WORK TO COMPLETE
Here are some records; copy every line that holds the word "dead".
===
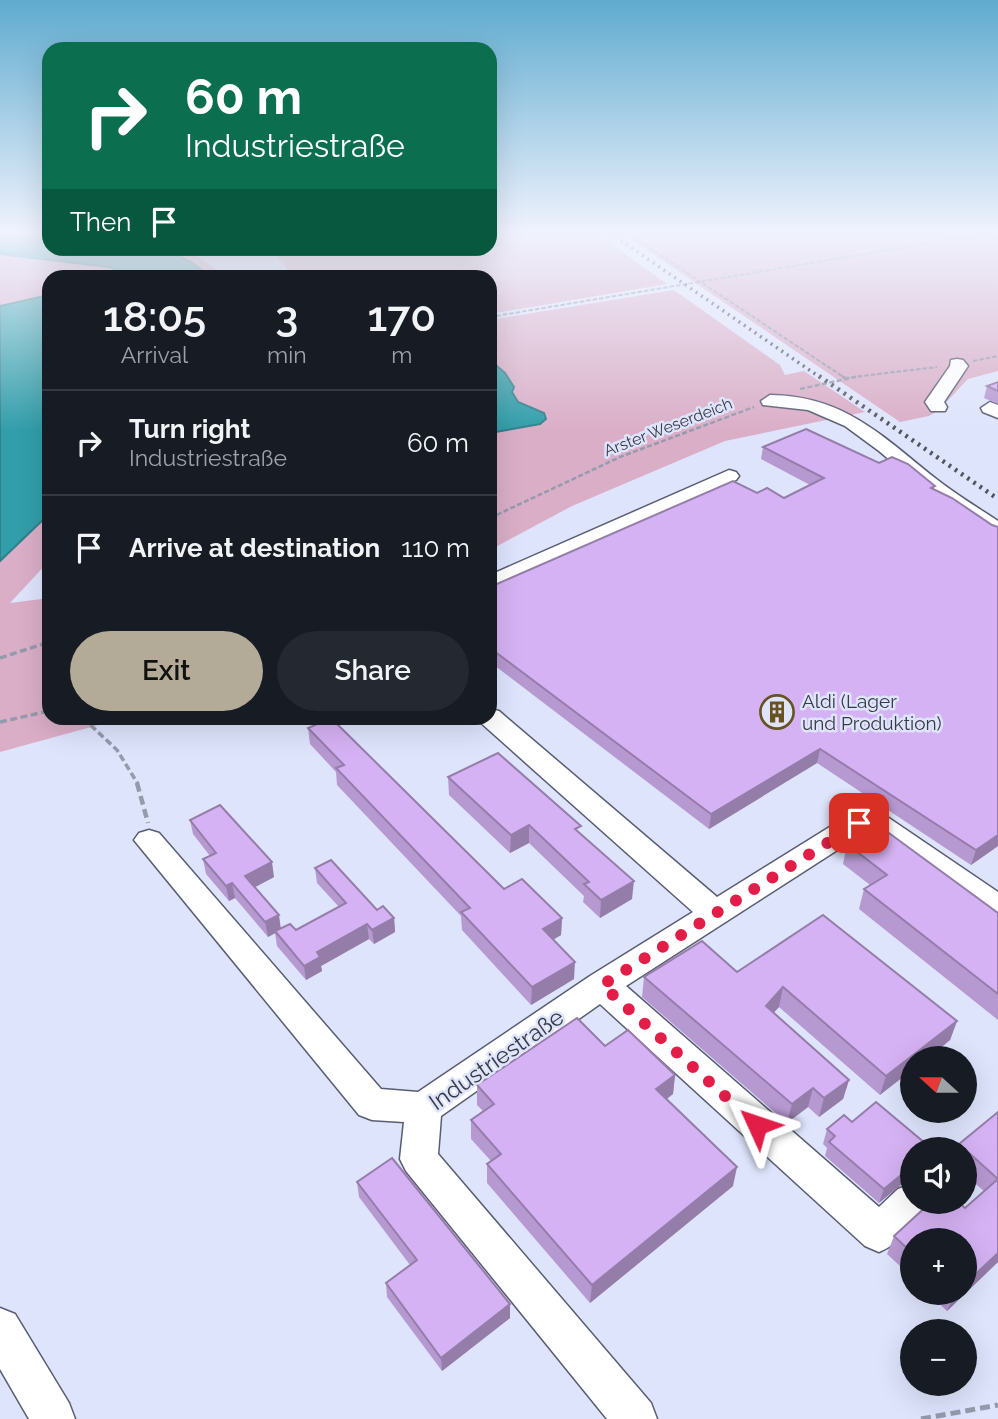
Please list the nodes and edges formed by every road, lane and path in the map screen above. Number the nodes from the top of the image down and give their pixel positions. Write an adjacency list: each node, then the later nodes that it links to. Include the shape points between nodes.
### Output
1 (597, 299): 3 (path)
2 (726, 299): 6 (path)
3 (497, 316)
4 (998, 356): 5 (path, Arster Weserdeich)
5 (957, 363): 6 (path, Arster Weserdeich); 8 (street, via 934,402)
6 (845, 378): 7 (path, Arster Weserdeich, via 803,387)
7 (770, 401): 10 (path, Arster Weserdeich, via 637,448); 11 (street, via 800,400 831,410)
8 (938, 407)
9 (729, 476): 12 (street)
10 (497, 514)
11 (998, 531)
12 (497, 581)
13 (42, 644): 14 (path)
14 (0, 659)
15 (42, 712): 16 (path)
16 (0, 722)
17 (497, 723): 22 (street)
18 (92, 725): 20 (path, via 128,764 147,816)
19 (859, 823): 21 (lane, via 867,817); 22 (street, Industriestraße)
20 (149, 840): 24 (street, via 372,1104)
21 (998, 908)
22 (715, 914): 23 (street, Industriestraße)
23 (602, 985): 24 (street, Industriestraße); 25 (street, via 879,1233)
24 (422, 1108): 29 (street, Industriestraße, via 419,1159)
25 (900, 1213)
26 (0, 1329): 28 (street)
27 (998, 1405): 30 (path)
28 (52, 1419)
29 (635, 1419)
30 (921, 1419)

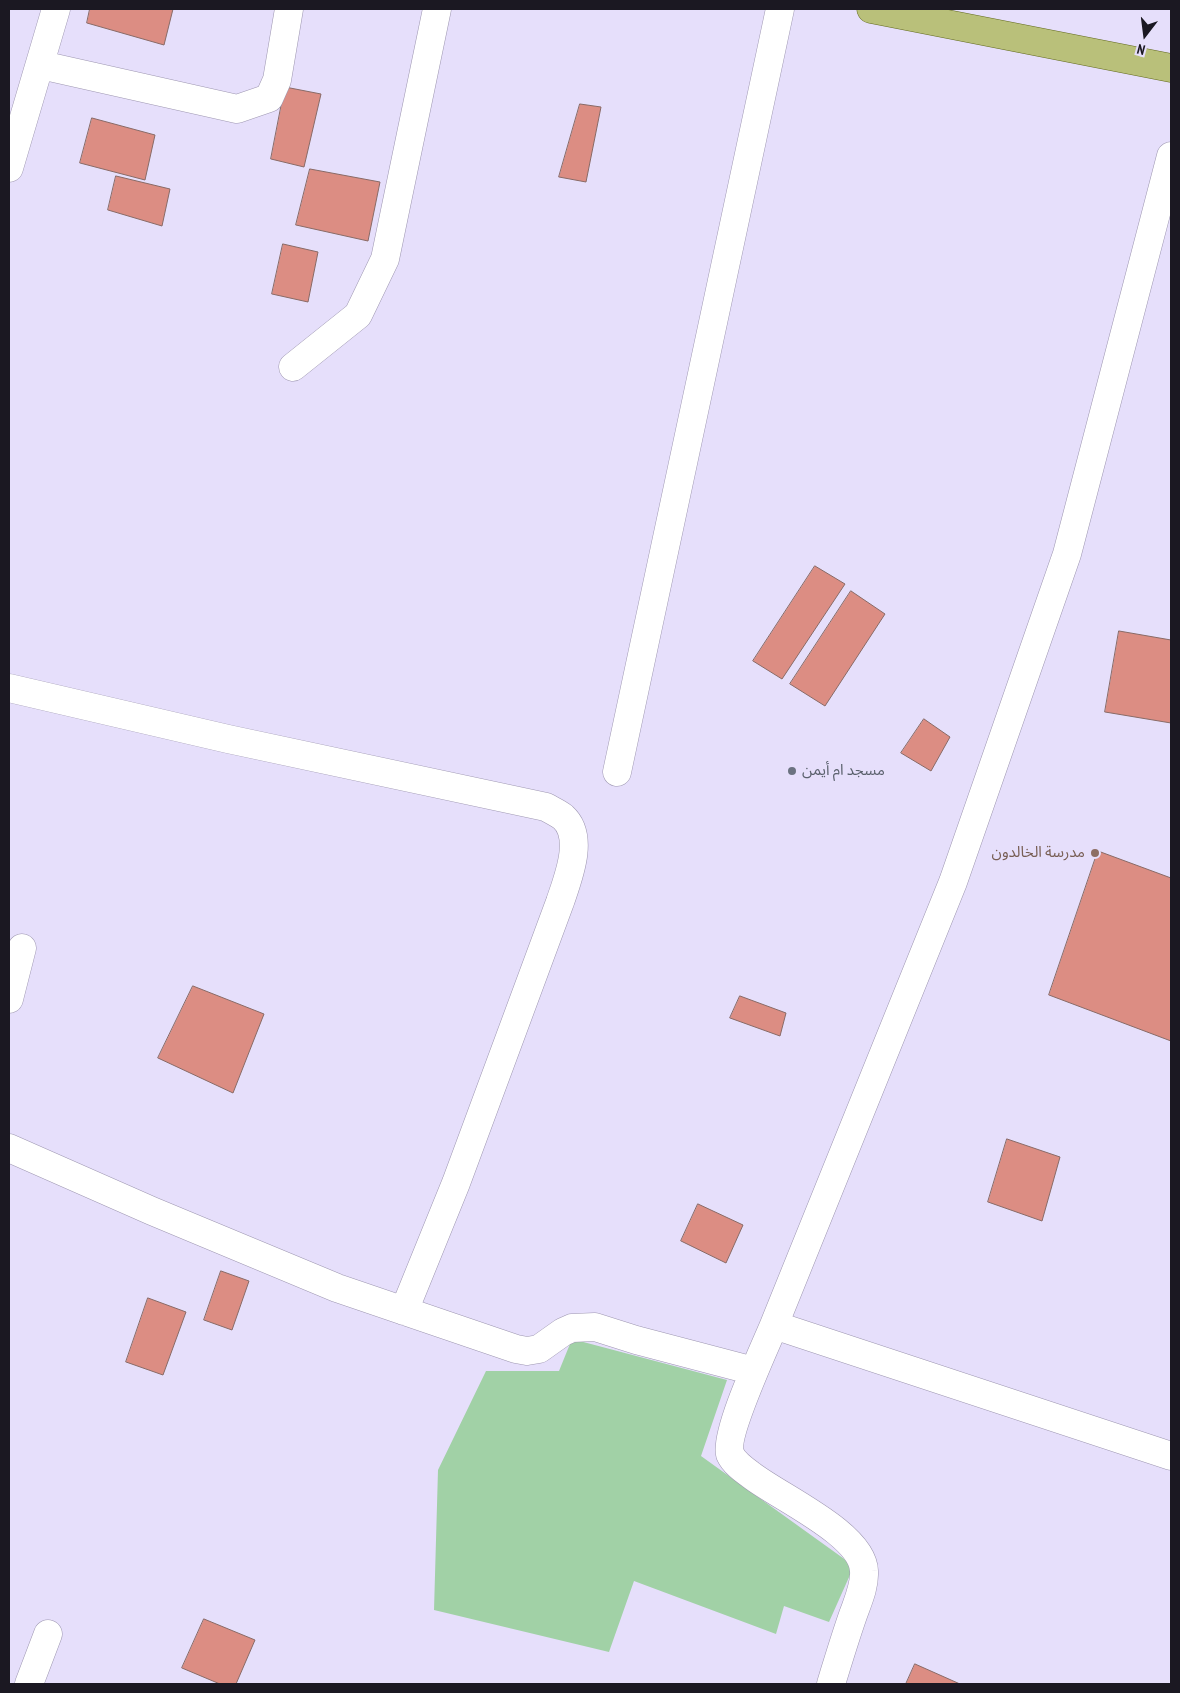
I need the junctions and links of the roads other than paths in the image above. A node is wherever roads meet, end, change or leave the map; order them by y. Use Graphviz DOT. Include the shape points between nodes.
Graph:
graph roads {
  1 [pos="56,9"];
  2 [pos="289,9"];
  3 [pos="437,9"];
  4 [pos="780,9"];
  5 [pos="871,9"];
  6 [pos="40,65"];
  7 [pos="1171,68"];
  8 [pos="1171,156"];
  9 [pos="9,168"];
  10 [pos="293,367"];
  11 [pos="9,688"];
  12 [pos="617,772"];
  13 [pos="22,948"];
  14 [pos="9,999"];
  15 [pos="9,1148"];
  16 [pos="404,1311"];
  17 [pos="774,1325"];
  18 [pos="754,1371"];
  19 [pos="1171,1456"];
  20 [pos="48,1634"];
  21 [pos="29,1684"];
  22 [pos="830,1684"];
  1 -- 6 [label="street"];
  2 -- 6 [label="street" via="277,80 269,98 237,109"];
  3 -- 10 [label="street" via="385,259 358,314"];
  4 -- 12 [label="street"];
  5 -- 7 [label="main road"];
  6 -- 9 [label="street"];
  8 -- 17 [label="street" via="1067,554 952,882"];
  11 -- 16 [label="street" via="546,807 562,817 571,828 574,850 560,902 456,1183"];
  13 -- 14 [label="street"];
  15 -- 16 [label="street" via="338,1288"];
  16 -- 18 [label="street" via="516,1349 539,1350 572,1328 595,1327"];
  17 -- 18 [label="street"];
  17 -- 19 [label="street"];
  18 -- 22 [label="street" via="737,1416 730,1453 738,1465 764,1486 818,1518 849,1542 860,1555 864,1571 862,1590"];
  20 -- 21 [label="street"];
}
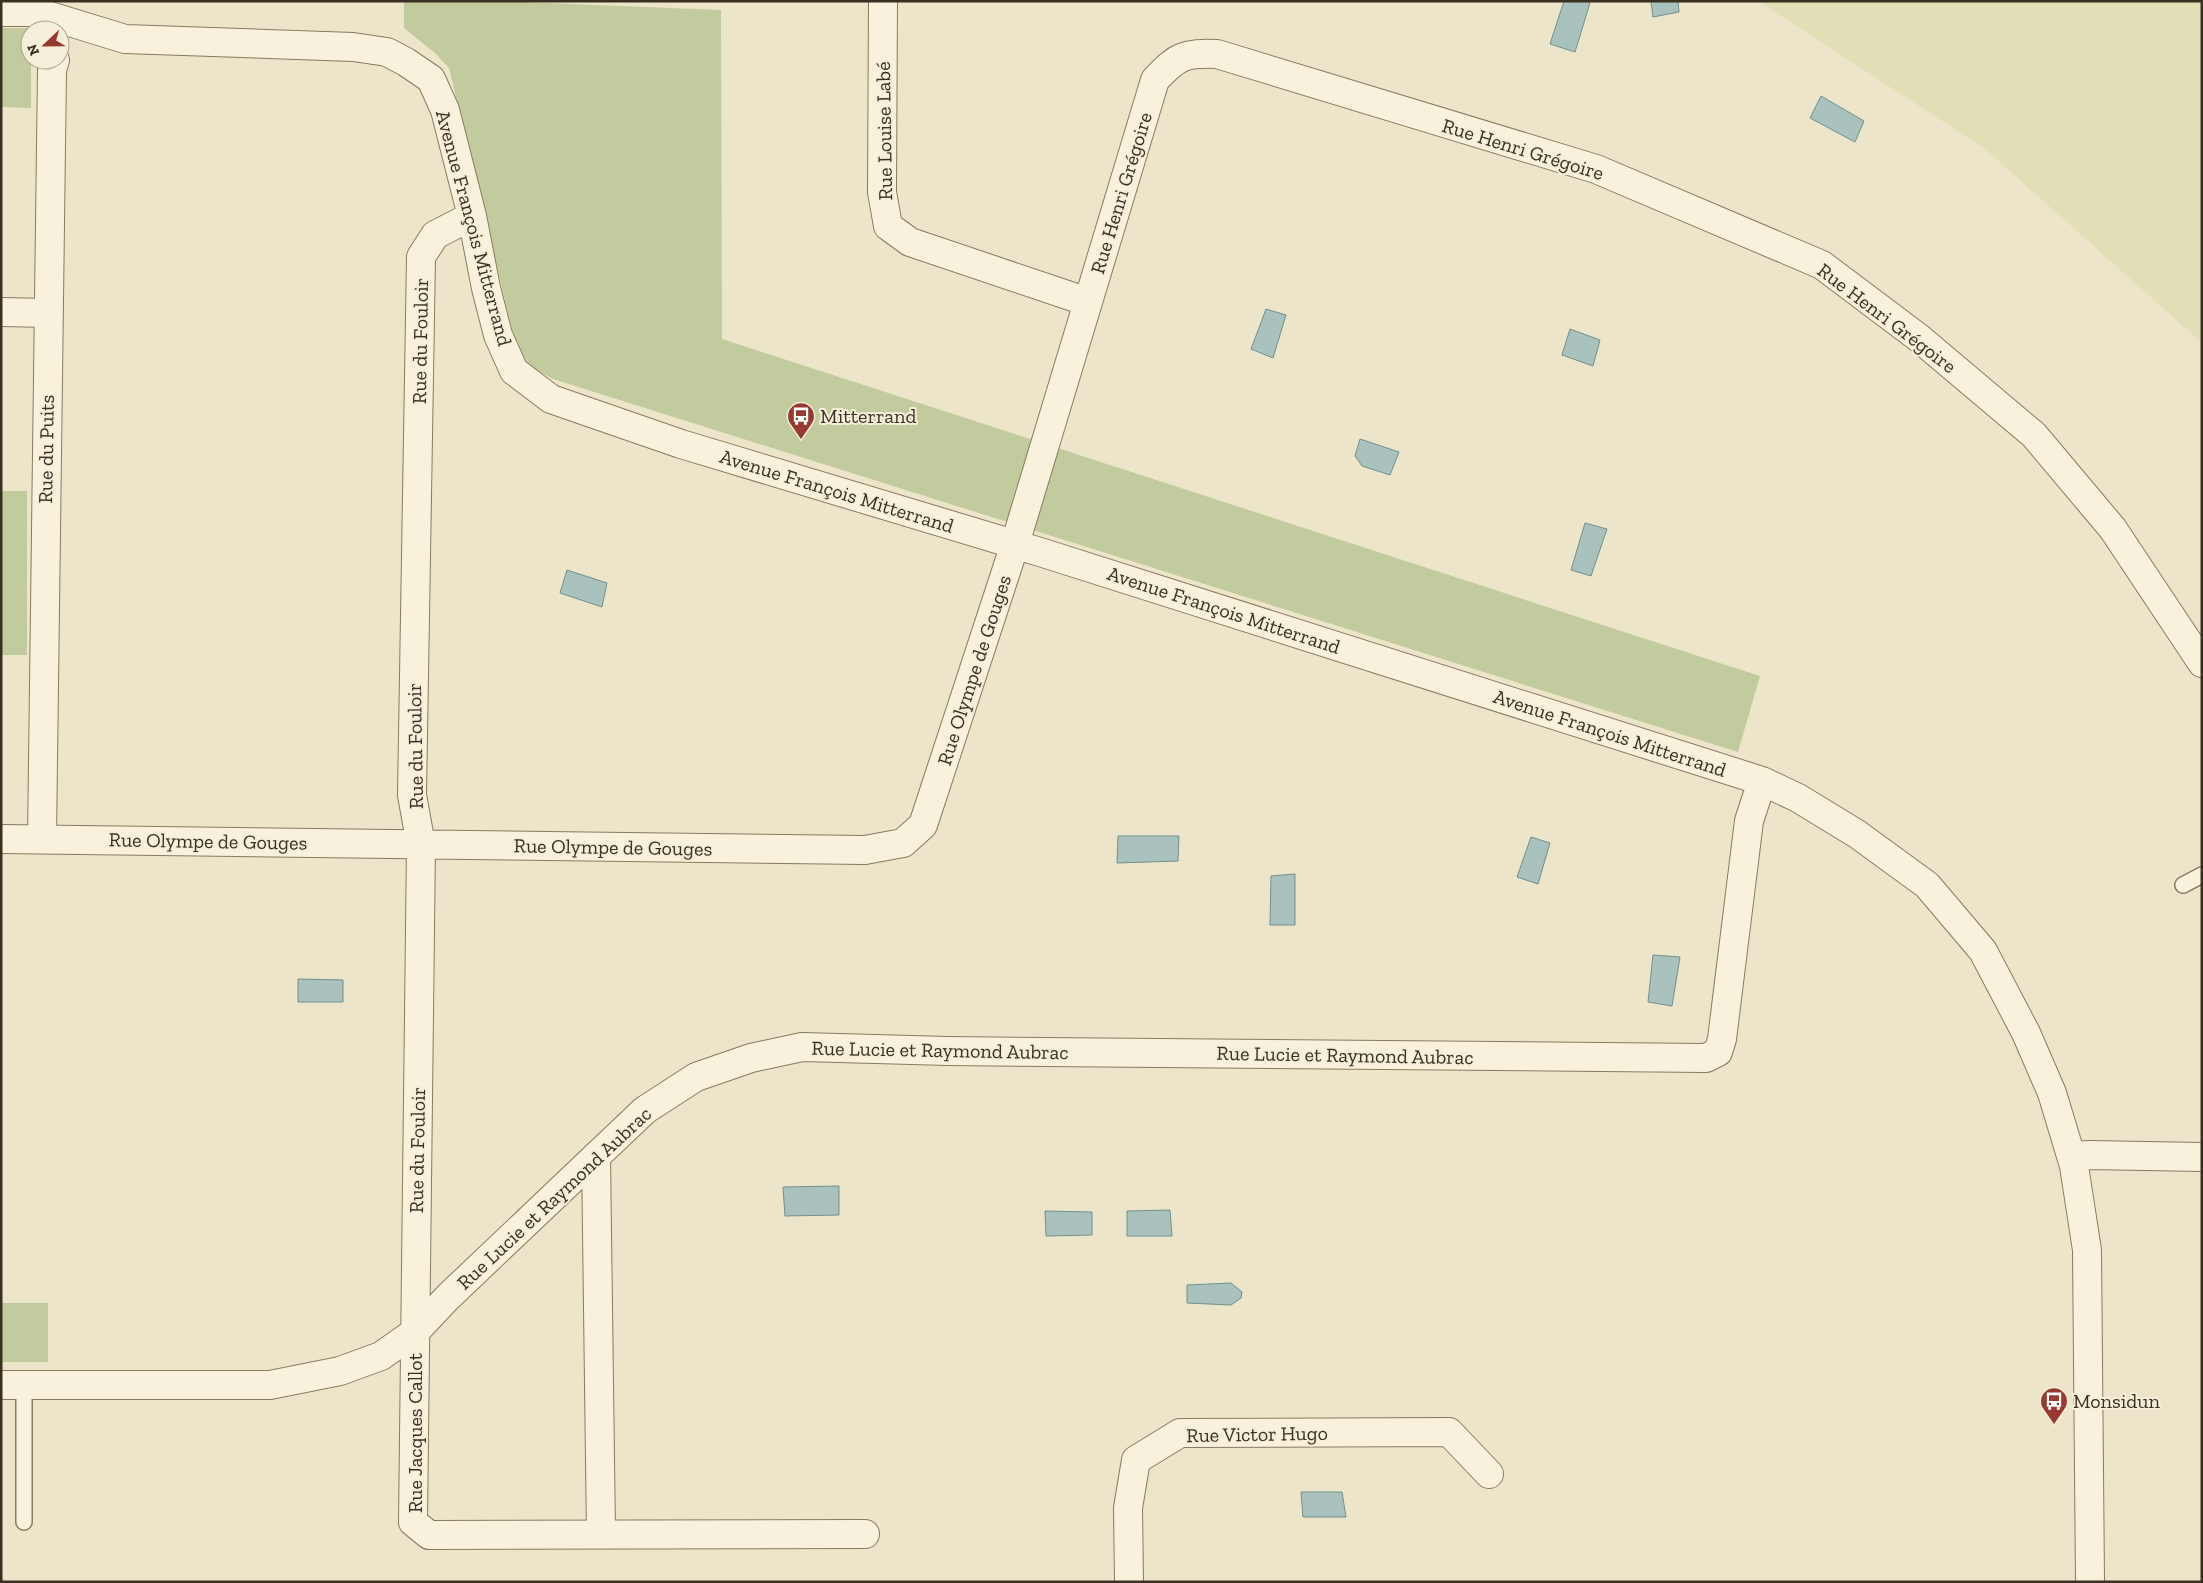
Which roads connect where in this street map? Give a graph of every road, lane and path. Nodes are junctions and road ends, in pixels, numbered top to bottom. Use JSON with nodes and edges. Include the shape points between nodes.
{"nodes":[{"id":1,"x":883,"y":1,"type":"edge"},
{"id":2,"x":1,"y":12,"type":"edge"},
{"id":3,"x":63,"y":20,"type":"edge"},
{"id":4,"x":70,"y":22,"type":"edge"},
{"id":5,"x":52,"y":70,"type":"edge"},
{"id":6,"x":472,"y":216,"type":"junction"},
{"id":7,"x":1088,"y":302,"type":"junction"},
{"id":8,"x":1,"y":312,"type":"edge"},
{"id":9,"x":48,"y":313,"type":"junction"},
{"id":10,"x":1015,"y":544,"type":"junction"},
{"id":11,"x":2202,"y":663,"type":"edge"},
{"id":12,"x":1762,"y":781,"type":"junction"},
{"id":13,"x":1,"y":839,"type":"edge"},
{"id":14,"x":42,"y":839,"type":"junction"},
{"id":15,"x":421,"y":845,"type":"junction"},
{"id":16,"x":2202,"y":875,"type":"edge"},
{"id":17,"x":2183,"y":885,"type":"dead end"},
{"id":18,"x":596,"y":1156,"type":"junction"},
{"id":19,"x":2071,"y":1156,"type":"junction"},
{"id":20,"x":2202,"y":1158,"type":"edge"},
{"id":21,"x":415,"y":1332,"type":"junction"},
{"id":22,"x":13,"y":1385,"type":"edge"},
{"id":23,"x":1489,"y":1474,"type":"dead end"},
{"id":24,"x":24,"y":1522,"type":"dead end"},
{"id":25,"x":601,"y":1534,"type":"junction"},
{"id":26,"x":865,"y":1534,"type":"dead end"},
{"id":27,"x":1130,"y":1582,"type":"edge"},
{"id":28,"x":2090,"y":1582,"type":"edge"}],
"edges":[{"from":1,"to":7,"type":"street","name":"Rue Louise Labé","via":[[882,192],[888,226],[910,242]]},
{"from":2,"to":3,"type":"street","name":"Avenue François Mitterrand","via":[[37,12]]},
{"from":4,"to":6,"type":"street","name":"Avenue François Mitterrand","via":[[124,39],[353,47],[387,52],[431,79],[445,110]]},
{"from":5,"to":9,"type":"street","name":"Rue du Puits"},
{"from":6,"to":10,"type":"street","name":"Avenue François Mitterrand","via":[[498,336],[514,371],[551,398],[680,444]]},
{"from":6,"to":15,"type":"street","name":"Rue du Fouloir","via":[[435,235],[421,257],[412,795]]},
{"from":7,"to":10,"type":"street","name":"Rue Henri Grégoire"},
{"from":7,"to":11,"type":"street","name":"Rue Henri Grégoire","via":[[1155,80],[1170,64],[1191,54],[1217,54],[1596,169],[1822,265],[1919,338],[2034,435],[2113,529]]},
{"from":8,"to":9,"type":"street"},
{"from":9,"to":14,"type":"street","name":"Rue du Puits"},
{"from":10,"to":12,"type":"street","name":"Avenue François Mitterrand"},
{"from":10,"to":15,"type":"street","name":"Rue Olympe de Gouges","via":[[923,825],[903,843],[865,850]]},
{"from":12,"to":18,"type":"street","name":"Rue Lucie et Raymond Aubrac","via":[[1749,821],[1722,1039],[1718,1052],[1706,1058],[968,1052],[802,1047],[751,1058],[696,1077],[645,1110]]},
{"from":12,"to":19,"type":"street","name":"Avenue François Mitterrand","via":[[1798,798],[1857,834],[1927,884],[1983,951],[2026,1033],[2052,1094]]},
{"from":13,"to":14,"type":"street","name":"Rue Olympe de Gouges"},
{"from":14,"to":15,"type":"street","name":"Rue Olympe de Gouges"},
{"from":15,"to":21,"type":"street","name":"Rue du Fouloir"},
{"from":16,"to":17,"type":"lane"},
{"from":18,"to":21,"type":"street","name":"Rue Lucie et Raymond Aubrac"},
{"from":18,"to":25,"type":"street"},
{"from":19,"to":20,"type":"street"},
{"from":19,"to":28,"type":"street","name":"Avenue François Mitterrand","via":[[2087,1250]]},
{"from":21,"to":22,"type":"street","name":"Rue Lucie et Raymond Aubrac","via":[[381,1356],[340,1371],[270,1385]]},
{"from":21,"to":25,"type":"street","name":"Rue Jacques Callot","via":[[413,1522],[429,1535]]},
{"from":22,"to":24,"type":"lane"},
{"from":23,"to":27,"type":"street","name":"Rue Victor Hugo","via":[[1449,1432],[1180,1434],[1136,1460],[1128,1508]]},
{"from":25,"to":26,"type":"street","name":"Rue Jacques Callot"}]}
===
EXPECTED ANSWER
{"id":17,"x":2183,"y":885,"type":"dead end"},
{"id":23,"x":1489,"y":1474,"type":"dead end"},
{"id":24,"x":24,"y":1522,"type":"dead end"},
{"id":26,"x":865,"y":1534,"type":"dead end"},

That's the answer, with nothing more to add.